[Stored data entries]
------------------------------------------------------------------------

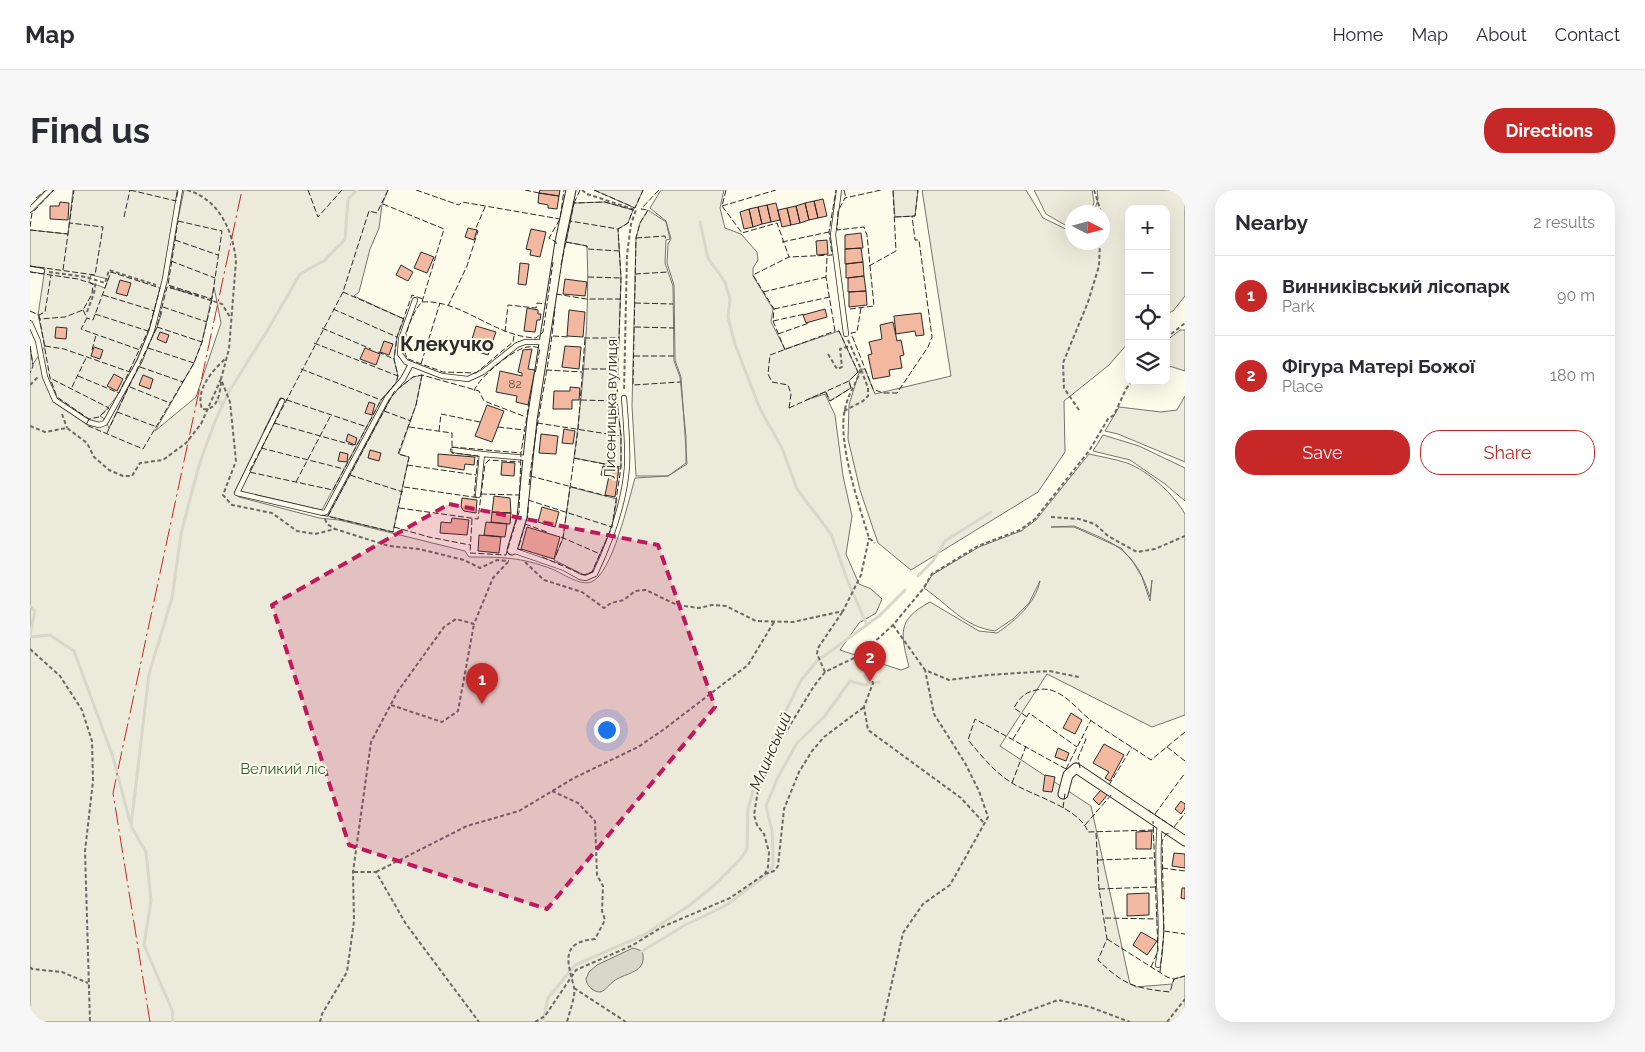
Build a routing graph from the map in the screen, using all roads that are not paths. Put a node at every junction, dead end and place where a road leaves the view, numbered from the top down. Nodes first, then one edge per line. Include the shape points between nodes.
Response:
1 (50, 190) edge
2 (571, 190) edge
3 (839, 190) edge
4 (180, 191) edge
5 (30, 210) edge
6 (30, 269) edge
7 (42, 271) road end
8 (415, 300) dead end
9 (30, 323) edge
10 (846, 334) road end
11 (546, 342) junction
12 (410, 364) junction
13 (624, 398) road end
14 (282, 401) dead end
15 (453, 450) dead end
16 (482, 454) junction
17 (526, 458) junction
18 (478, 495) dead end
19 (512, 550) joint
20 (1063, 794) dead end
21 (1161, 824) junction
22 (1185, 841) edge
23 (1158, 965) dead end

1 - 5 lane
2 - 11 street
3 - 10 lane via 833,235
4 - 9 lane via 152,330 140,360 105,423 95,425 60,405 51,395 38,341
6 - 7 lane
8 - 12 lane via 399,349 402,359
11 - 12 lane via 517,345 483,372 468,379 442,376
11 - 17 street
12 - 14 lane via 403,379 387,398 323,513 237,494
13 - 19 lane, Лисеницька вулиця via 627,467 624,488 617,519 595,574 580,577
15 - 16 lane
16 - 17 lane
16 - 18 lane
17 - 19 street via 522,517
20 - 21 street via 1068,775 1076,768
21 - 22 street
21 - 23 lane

------------------------------------------------------------------------

Please give back every line above exactly as it stands, without pictures.

Build a routing graph from the map in the screen, using all roads that are not paths. Put a node at every junction, dead end and place where a road leaves the view, numbered from the top down. Nodes first, then one edge per line. Include the shape points between nodes.
Response:
1 (50, 190) edge
2 (571, 190) edge
3 (839, 190) edge
4 (180, 191) edge
5 (30, 210) edge
6 (30, 269) edge
7 (42, 271) road end
8 (415, 300) dead end
9 (30, 323) edge
10 (846, 334) road end
11 (546, 342) junction
12 (410, 364) junction
13 (624, 398) road end
14 (282, 401) dead end
15 (453, 450) dead end
16 (482, 454) junction
17 (526, 458) junction
18 (478, 495) dead end
19 (512, 550) joint
20 (1063, 794) dead end
21 (1161, 824) junction
22 (1185, 841) edge
23 (1158, 965) dead end

1 - 5 lane
2 - 11 street
3 - 10 lane via 833,235
4 - 9 lane via 152,330 140,360 105,423 95,425 60,405 51,395 38,341
6 - 7 lane
8 - 12 lane via 399,349 402,359
11 - 12 lane via 517,345 483,372 468,379 442,376
11 - 17 street
12 - 14 lane via 403,379 387,398 323,513 237,494
13 - 19 lane, Лисеницька вулиця via 627,467 624,488 617,519 595,574 580,577
15 - 16 lane
16 - 17 lane
16 - 18 lane
17 - 19 street via 522,517
20 - 21 street via 1068,775 1076,768
21 - 22 street
21 - 23 lane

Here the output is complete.